I have no idea if they ever caught the suspect, but I do remember going to the bank that afternoon with my parents while they undoubtedly closed their checking account and opened a new one. At the time, I had no idea why we were there. I actually remember thinking "Do they sell purses here? Are they going to be able to give my mom a new purse?".
Flash forward 24 years and here I am being there for my mom once again. Only my purpose isn't quite comparable to my 6 year old self doing cartwheels and saying silly things to my mom to make her feel better (although, I'm sure she would appreciate that- she is very disappointed that she paid all that money for gymnastics growing up and I'm not still able to do back flips); it's more to be the confidant and the helper. With a husband whose sole occupation for the last several years has been to protect and serve in someway, I share his desire for taking care of those who can't fend for themselves. My mom has been there for me countless times my entire life and would drop everything for anything I ever needed, and I am so willing to do that for her any chance I can get. I just want to lift my mom up and just tell her " thank you so much"  for her unconditional love and support. I absolutely love her!! You have been such a wonderful support for Chris and me and I couldn't be more blessed to have you.

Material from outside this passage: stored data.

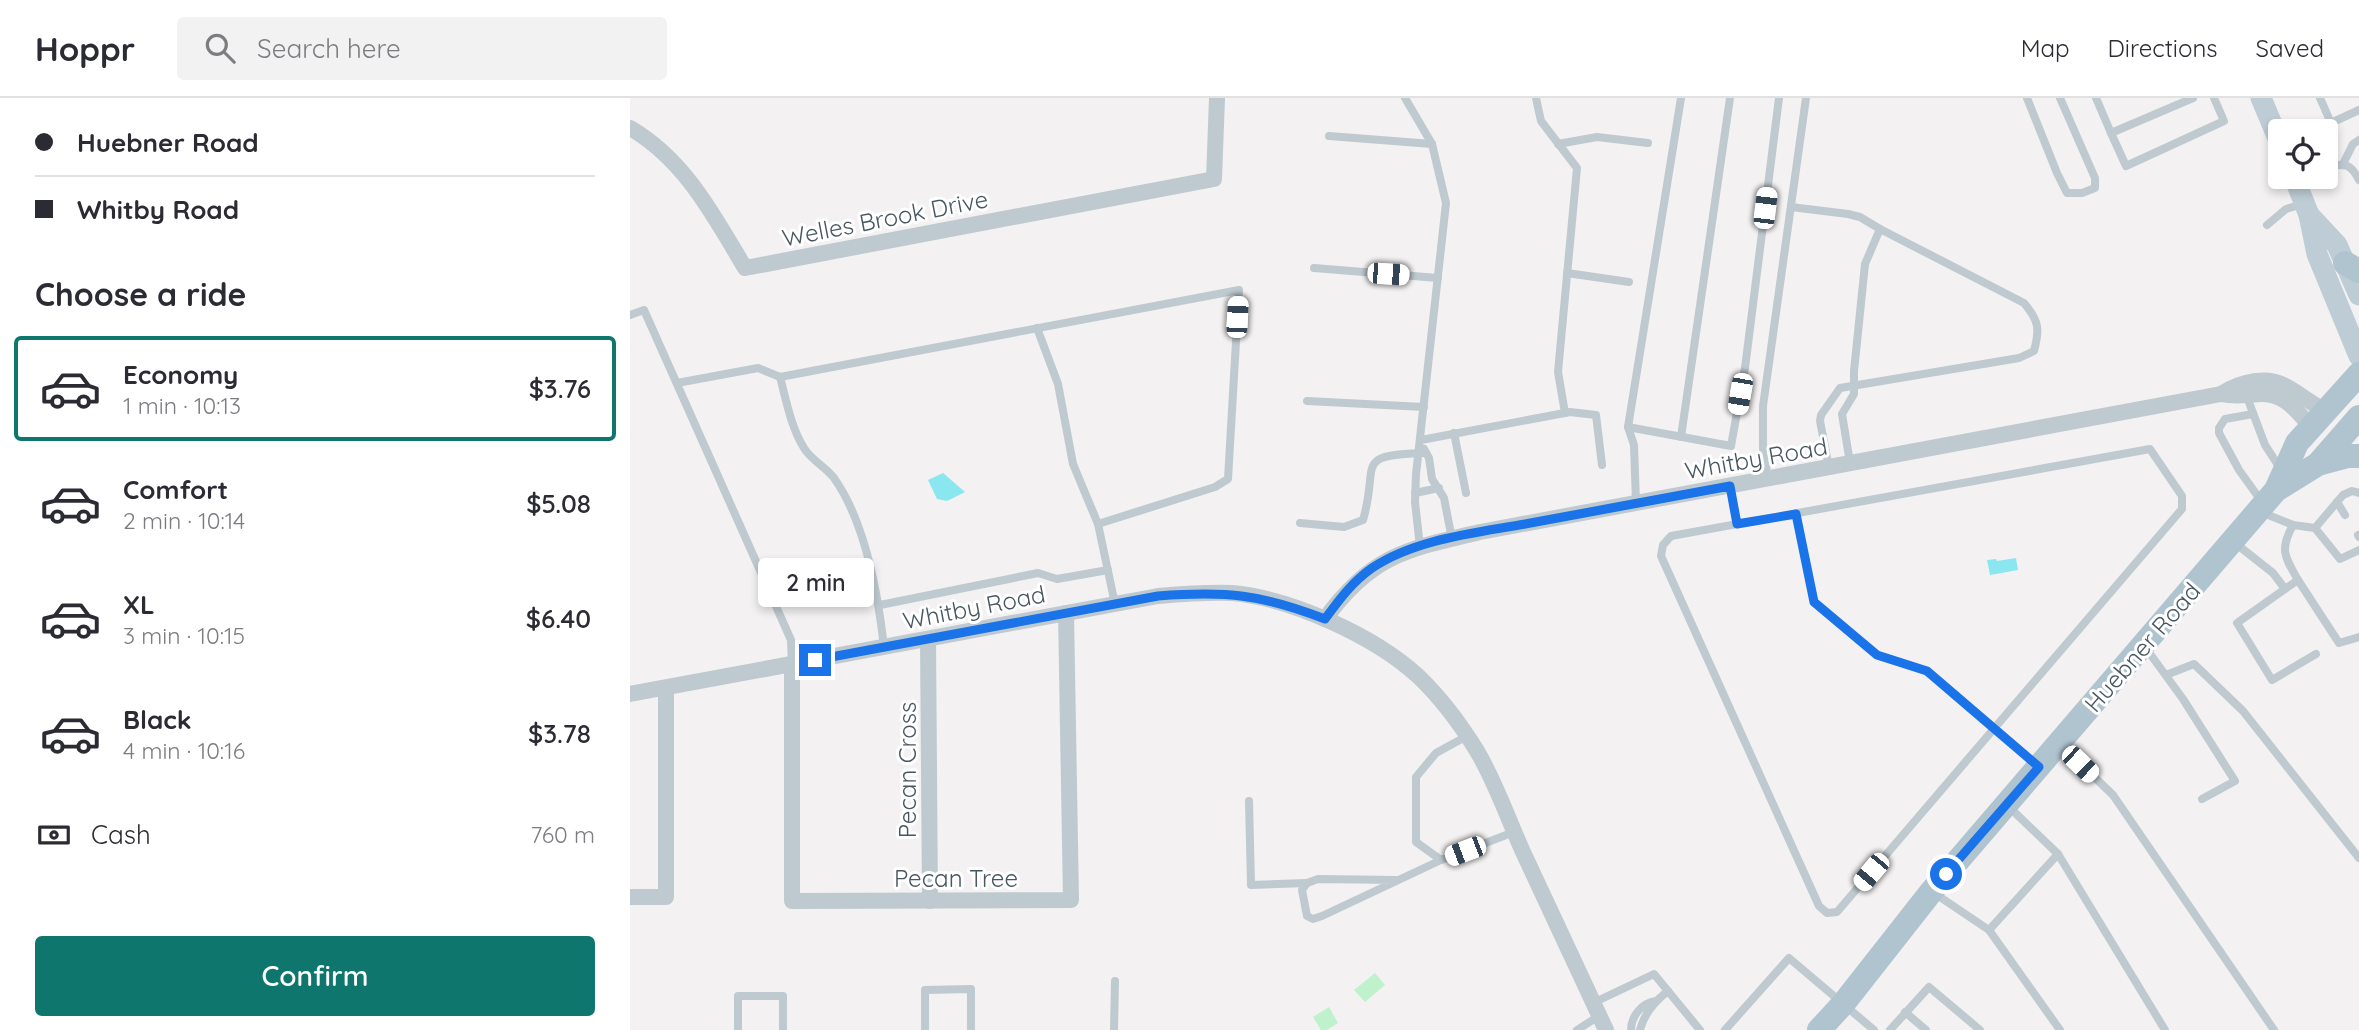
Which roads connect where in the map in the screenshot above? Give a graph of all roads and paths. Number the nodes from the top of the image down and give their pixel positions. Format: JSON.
{"nodes":[{"id":1,"x":1217,"y":98,"type":"edge"},
{"id":2,"x":1405,"y":98,"type":"edge"},
{"id":3,"x":1536,"y":98,"type":"edge"},
{"id":4,"x":1681,"y":98,"type":"edge"},
{"id":5,"x":1730,"y":98,"type":"edge"},
{"id":6,"x":1779,"y":98,"type":"edge"},
{"id":7,"x":1807,"y":98,"type":"edge"},
{"id":8,"x":2027,"y":98,"type":"edge"},
{"id":9,"x":2060,"y":98,"type":"edge"},
{"id":10,"x":2096,"y":98,"type":"edge"},
{"id":11,"x":2193,"y":98,"type":"edge"},
{"id":12,"x":2214,"y":98,"type":"edge"},
{"id":13,"x":2261,"y":98,"type":"edge"},
{"id":14,"x":2320,"y":98,"type":"edge"},
{"id":15,"x":2359,"y":110,"type":"edge"},
{"id":16,"x":2270,"y":119,"type":"edge"},
{"id":17,"x":2329,"y":119,"type":"edge"},
{"id":18,"x":2338,"y":120,"type":"edge"},
{"id":19,"x":630,"y":128,"type":"edge"},
{"id":20,"x":2111,"y":133,"type":"junction"},
{"id":21,"x":1329,"y":136,"type":"dead end"},
{"id":22,"x":2359,"y":140,"type":"edge"},
{"id":23,"x":1648,"y":143,"type":"dead end"},
{"id":24,"x":1432,"y":144,"type":"junction"},
{"id":25,"x":1559,"y":144,"type":"junction"},
{"id":26,"x":2343,"y":164,"type":"junction"},
{"id":27,"x":2338,"y":165,"type":"edge"},
{"id":28,"x":2359,"y":180,"type":"edge"},
{"id":29,"x":2299,"y":189,"type":"edge"},
{"id":30,"x":1791,"y":207,"type":"junction"},
{"id":31,"x":2307,"y":209,"type":"junction"},
{"id":32,"x":2267,"y":225,"type":"dead end"},
{"id":33,"x":1880,"y":229,"type":"junction"},
{"id":34,"x":2352,"y":267,"type":"edge"},
{"id":35,"x":1314,"y":268,"type":"dead end"},
{"id":36,"x":1567,"y":273,"type":"junction"},
{"id":37,"x":1438,"y":278,"type":"junction"},
{"id":38,"x":1629,"y":282,"type":"dead end"},
{"id":39,"x":2359,"y":295,"type":"edge"},
{"id":40,"x":630,"y":315,"type":"edge"},
{"id":41,"x":1037,"y":328,"type":"junction"},
{"id":42,"x":2359,"y":356,"type":"edge"},
{"id":43,"x":2359,"y":374,"type":"edge"},
{"id":44,"x":779,"y":377,"type":"junction"},
{"id":45,"x":677,"y":383,"type":"junction"},
{"id":46,"x":1854,"y":384,"type":"junction"},
{"id":47,"x":2221,"y":394,"type":"junction"},
{"id":48,"x":2247,"y":397,"type":"junction"},
{"id":49,"x":1307,"y":401,"type":"dead end"},
{"id":50,"x":1424,"y":407,"type":"junction"},
{"id":51,"x":1826,"y":408,"type":"junction"},
{"id":52,"x":1565,"y":413,"type":"junction"},
{"id":53,"x":1842,"y":414,"type":"junction"},
{"id":54,"x":2253,"y":414,"type":"junction"},
{"id":55,"x":2359,"y":417,"type":"edge"},
{"id":56,"x":2318,"y":419,"type":"junction"},
{"id":57,"x":1628,"y":427,"type":"junction"},
{"id":58,"x":1454,"y":433,"type":"junction"},
{"id":59,"x":1681,"y":437,"type":"junction"},
{"id":60,"x":1421,"y":440,"type":"junction"},
{"id":61,"x":1422,"y":453,"type":"junction"},
{"id":62,"x":2359,"y":456,"type":"edge"},
{"id":63,"x":1850,"y":464,"type":"junction"},
{"id":64,"x":2318,"y":464,"type":"junction"},
{"id":65,"x":1602,"y":465,"type":"dead end"},
{"id":66,"x":1829,"y":468,"type":"junction"},
{"id":67,"x":1768,"y":479,"type":"junction"},
{"id":68,"x":1730,"y":486,"type":"junction"},
{"id":69,"x":1439,"y":488,"type":"junction"},
{"id":70,"x":1415,"y":493,"type":"junction"},
{"id":71,"x":1466,"y":493,"type":"dead end"},
{"id":72,"x":2359,"y":493,"type":"edge"},
{"id":73,"x":2271,"y":494,"type":"junction"},
{"id":74,"x":2337,"y":502,"type":"junction"},
{"id":75,"x":1636,"y":503,"type":"junction"},
{"id":76,"x":1796,"y":514,"type":"junction"},
{"id":77,"x":2345,"y":514,"type":"dead end"},
{"id":78,"x":1300,"y":523,"type":"dead end"},
{"id":79,"x":1098,"y":524,"type":"junction"},
{"id":80,"x":1737,"y":524,"type":"junction"},
{"id":81,"x":2293,"y":525,"type":"junction"},
{"id":82,"x":2315,"y":528,"type":"junction"},
{"id":83,"x":1452,"y":539,"type":"junction"},
{"id":84,"x":2232,"y":541,"type":"junction"},
{"id":85,"x":1420,"y":547,"type":"junction"},
{"id":86,"x":2359,"y":550,"type":"edge"},
{"id":87,"x":1108,"y":570,"type":"junction"},
{"id":88,"x":2298,"y":580,"type":"junction"},
{"id":89,"x":2285,"y":589,"type":"junction"},
{"id":90,"x":1115,"y":604,"type":"junction"},
{"id":91,"x":880,"y":605,"type":"junction"},
{"id":92,"x":1066,"y":613,"type":"junction"},
{"id":93,"x":1325,"y":619,"type":"junction"},
{"id":94,"x":2359,"y":637,"type":"edge"},
{"id":95,"x":928,"y":639,"type":"junction"},
{"id":96,"x":2144,"y":645,"type":"junction"},
{"id":97,"x":884,"y":647,"type":"junction"},
{"id":98,"x":2316,"y":654,"type":"dead end"},
{"id":99,"x":792,"y":664,"type":"junction"},
{"id":100,"x":2165,"y":675,"type":"junction"},
{"id":101,"x":666,"y":688,"type":"junction"},
{"id":102,"x":630,"y":694,"type":"edge"},
{"id":103,"x":1993,"y":728,"type":"junction"},
{"id":104,"x":1467,"y":736,"type":"junction"},
{"id":105,"x":2059,"y":743,"type":"junction"},
{"id":106,"x":2039,"y":767,"type":"junction"},
{"id":107,"x":2202,"y":799,"type":"dead end"},
{"id":108,"x":1249,"y":801,"type":"dead end"},
{"id":109,"x":2006,"y":805,"type":"junction"},
{"id":110,"x":1514,"y":832,"type":"junction"},
{"id":111,"x":2058,"y":854,"type":"junction"},
{"id":112,"x":2359,"y":858,"type":"edge"},
{"id":113,"x":1441,"y":860,"type":"junction"},
{"id":114,"x":1397,"y":880,"type":"junction"},
{"id":115,"x":1307,"y":883,"type":"junction"},
{"id":116,"x":1931,"y":892,"type":"junction"},
{"id":117,"x":630,"y":897,"type":"edge"},
{"id":118,"x":930,"y":901,"type":"junction"},
{"id":119,"x":1989,"y":930,"type":"junction"},
{"id":120,"x":1115,"y":981,"type":"dead end"},
{"id":121,"x":1668,"y":991,"type":"junction"},
{"id":122,"x":1656,"y":1001,"type":"junction"},
{"id":123,"x":1843,"y":1004,"type":"junction"},
{"id":124,"x":1905,"y":1013,"type":"junction"},
{"id":125,"x":1600,"y":1017,"type":"edge"},
{"id":126,"x":1924,"y":1029,"type":"edge"},
{"id":127,"x":738,"y":1030,"type":"edge"},
{"id":128,"x":783,"y":1030,"type":"edge"},
{"id":129,"x":925,"y":1030,"type":"edge"},
{"id":130,"x":971,"y":1030,"type":"edge"},
{"id":131,"x":1114,"y":1030,"type":"edge"},
{"id":132,"x":1577,"y":1030,"type":"edge"},
{"id":133,"x":1631,"y":1030,"type":"edge"},
{"id":134,"x":1640,"y":1030,"type":"edge"},
{"id":135,"x":1700,"y":1030,"type":"edge"},
{"id":136,"x":1726,"y":1030,"type":"edge"},
{"id":137,"x":1819,"y":1030,"type":"edge"},
{"id":138,"x":1874,"y":1030,"type":"edge"},
{"id":139,"x":1890,"y":1030,"type":"edge"},
{"id":140,"x":1980,"y":1030,"type":"edge"},
{"id":141,"x":2060,"y":1030,"type":"edge"},
{"id":142,"x":2165,"y":1030,"type":"edge"},
{"id":143,"x":2274,"y":1030,"type":"edge"}],
"edges":[{"from":1,"to":19,"type":"street","name":"Welles Brook Drive"},
{"from":2,"to":24,"type":"lane"},
{"from":3,"to":25,"type":"lane"},
{"from":4,"to":57,"type":"lane"},
{"from":5,"to":59,"type":"lane"},
{"from":6,"to":59,"type":"lane"},
{"from":7,"to":30,"type":"lane"},
{"from":8,"to":9,"type":"lane"},
{"from":10,"to":20,"type":"lane"},
{"from":11,"to":20,"type":"lane"},
{"from":12,"to":20,"type":"lane"},
{"from":13,"to":16,"type":"main road"},
{"from":14,"to":17,"type":"lane"},
{"from":15,"to":18,"type":"lane"},
{"from":21,"to":24,"type":"lane"},
{"from":22,"to":26,"type":"lane"},
{"from":23,"to":25,"type":"lane"},
{"from":24,"to":37,"type":"lane"},
{"from":25,"to":36,"type":"lane"},
{"from":26,"to":27,"type":"lane"},
{"from":26,"to":28,"type":"lane"},
{"from":29,"to":31,"type":"main road"},
{"from":30,"to":33,"type":"lane"},
{"from":30,"to":67,"type":"lane"},
{"from":31,"to":32,"type":"lane"},
{"from":31,"to":34,"type":"main road"},
{"from":31,"to":42,"type":"main road"},
{"from":33,"to":46,"type":"lane"},
{"from":33,"to":46,"type":"lane"},
{"from":34,"to":39,"type":"main road"},
{"from":35,"to":37,"type":"lane"},
{"from":36,"to":38,"type":"lane"},
{"from":36,"to":52,"type":"lane"},
{"from":37,"to":50,"type":"lane"},
{"from":40,"to":45,"type":"lane"},
{"from":41,"to":44,"type":"lane"},
{"from":41,"to":79,"type":"lane"},
{"from":41,"to":79,"type":"lane"},
{"from":43,"to":56,"type":"main road","name":"Huebner Road"},
{"from":44,"to":45,"type":"lane"},
{"from":44,"to":91,"type":"lane"},
{"from":45,"to":99,"type":"lane"},
{"from":46,"to":51,"type":"lane"},
{"from":46,"to":53,"type":"lane"},
{"from":47,"to":48,"type":"street","name":"Whitby Road"},
{"from":47,"to":56,"type":"street","name":"Whitby Road"},
{"from":47,"to":63,"type":"street","name":"Whitby Road"},
{"from":48,"to":54,"type":"lane"},
{"from":48,"to":56,"type":"street","name":"Whitby Road"},
{"from":49,"to":50,"type":"lane"},
{"from":50,"to":60,"type":"lane"},
{"from":51,"to":53,"type":"lane"},
{"from":51,"to":66,"type":"lane"},
{"from":52,"to":58,"type":"lane"},
{"from":52,"to":65,"type":"lane"},
{"from":53,"to":63,"type":"lane"},
{"from":54,"to":73,"type":"lane"},
{"from":54,"to":73,"type":"lane"},
{"from":55,"to":64,"type":"main road","name":"Huebner Road"},
{"from":56,"to":73,"type":"main road","name":"Huebner Road"},
{"from":57,"to":59,"type":"lane"},
{"from":57,"to":75,"type":"lane"},
{"from":58,"to":60,"type":"lane"},
{"from":58,"to":71,"type":"lane"},
{"from":60,"to":61,"type":"lane"},
{"from":61,"to":69,"type":"lane"},
{"from":61,"to":70,"type":"lane"},
{"from":61,"to":78,"type":"lane"},
{"from":62,"to":64,"type":"main road"},
{"from":63,"to":66,"type":"street","name":"Whitby Road"},
{"from":64,"to":73,"type":"main road","name":"Huebner Road"},
{"from":66,"to":67,"type":"street","name":"Whitby Road"},
{"from":67,"to":68,"type":"street","name":"Whitby Road"},
{"from":68,"to":75,"type":"street","name":"Whitby Road"},
{"from":68,"to":80,"type":"lane"},
{"from":69,"to":70,"type":"lane"},
{"from":69,"to":83,"type":"lane"},
{"from":70,"to":85,"type":"lane"},
{"from":72,"to":74,"type":"lane"},
{"from":73,"to":81,"type":"lane"},
{"from":73,"to":84,"type":"main road","name":"Huebner Road"},
{"from":74,"to":77,"type":"lane"},
{"from":74,"to":82,"type":"lane"},
{"from":75,"to":83,"type":"street","name":"Whitby Road"},
{"from":76,"to":80,"type":"lane"},
{"from":76,"to":103,"type":"lane"},
{"from":76,"to":103,"type":"lane"},
{"from":79,"to":87,"type":"lane"},
{"from":80,"to":103,"type":"lane"},
{"from":81,"to":82,"type":"lane"},
{"from":81,"to":88,"type":"lane"},
{"from":82,"to":86,"type":"lane"},
{"from":83,"to":85,"type":"street","name":"Whitby Road"},
{"from":84,"to":89,"type":"lane"},
{"from":84,"to":96,"type":"main road","name":"Huebner Road"},
{"from":85,"to":93,"type":"street","name":"Whitby Road"},
{"from":87,"to":90,"type":"lane"},
{"from":87,"to":91,"type":"lane"},
{"from":88,"to":89,"type":"lane"},
{"from":88,"to":94,"type":"lane"},
{"from":89,"to":98,"type":"lane"},
{"from":90,"to":92,"type":"street","name":"Whitby Road"},
{"from":90,"to":93,"type":"street","name":"Whitby Road"},
{"from":91,"to":97,"type":"lane"},
{"from":92,"to":95,"type":"street","name":"Whitby Road"},
{"from":92,"to":118,"type":"street","name":"Pecan Tree"},
{"from":93,"to":104,"type":"street","name":"Whitby Road"},
{"from":95,"to":97,"type":"street","name":"Whitby Road"},
{"from":95,"to":118,"type":"street","name":"Pecan Cross"},
{"from":96,"to":100,"type":"lane"},
{"from":96,"to":105,"type":"main road","name":"Huebner Road"},
{"from":97,"to":99,"type":"street","name":"Whitby Road"},
{"from":99,"to":101,"type":"street","name":"Whitby Road"},
{"from":99,"to":118,"type":"street","name":"Pecan Tree"},
{"from":100,"to":107,"type":"lane"},
{"from":100,"to":112,"type":"lane"},
{"from":101,"to":102,"type":"street","name":"Whitby Road"},
{"from":101,"to":117,"type":"street"},
{"from":103,"to":106,"type":"lane"},
{"from":104,"to":110,"type":"street","name":"Whitby Road"},
{"from":104,"to":113,"type":"lane"},
{"from":105,"to":106,"type":"main road","name":"Huebner Road"},
{"from":105,"to":143,"type":"lane"},
{"from":106,"to":109,"type":"main road","name":"Huebner Road"},
{"from":108,"to":115,"type":"lane"},
{"from":109,"to":111,"type":"lane"},
{"from":109,"to":116,"type":"main road","name":"Huebner Road"},
{"from":110,"to":113,"type":"lane"},
{"from":110,"to":125,"type":"street","name":"Whitby Road"},
{"from":111,"to":119,"type":"lane"},
{"from":111,"to":142,"type":"lane"},
{"from":113,"to":114,"type":"lane"},
{"from":114,"to":115,"type":"lane"},
{"from":114,"to":115,"type":"lane"},
{"from":116,"to":119,"type":"lane"},
{"from":116,"to":123,"type":"main road","name":"Huebner Road"},
{"from":119,"to":141,"type":"lane"},
{"from":120,"to":131,"type":"lane"},
{"from":121,"to":122,"type":"lane"},
{"from":121,"to":125,"type":"lane"},
{"from":121,"to":135,"type":"lane"},
{"from":122,"to":133,"type":"lane"},
{"from":122,"to":134,"type":"lane"},
{"from":123,"to":136,"type":"lane"},
{"from":123,"to":137,"type":"main road","name":"Huebner Road"},
{"from":123,"to":138,"type":"lane"},
{"from":124,"to":126,"type":"lane"},
{"from":124,"to":139,"type":"lane"},
{"from":124,"to":140,"type":"lane"},
{"from":125,"to":132,"type":"lane"},
{"from":127,"to":128,"type":"lane"},
{"from":129,"to":130,"type":"lane"}]}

On another note, since our last date night blog, Chris and I have been able to go on a few more dates. Two weekends ago, being our most recent one. We were enjoying a late night steak at Texas Roadhouse (and I do mean late night- with Chris being on such a weird sleep schedule, I remained the supportive wife eating an 8 oz filet and baked potato at 10 o'clock at night- and in turn he watched the movie "Tangled" with me, which I'm sure he was thrilled about! ) when Chris brought up to me that it had officially been a year since we've been done with the military. He said "we didn't even celebrate or anything!" to which I replied, "well, we have just been too busy enjoying a wonderful life,I guess!".  We were just talking about this the other night in our lifegroup. A year ago, we moved to Texas with no jobs, no house, no church...nothing-except our faith. One by one, God has taken care of every detail of every aspect of our lives. We are so grateful for everything He has done for us.Thank you, Lord, for an amazing year and we are thrilled to move onto the next!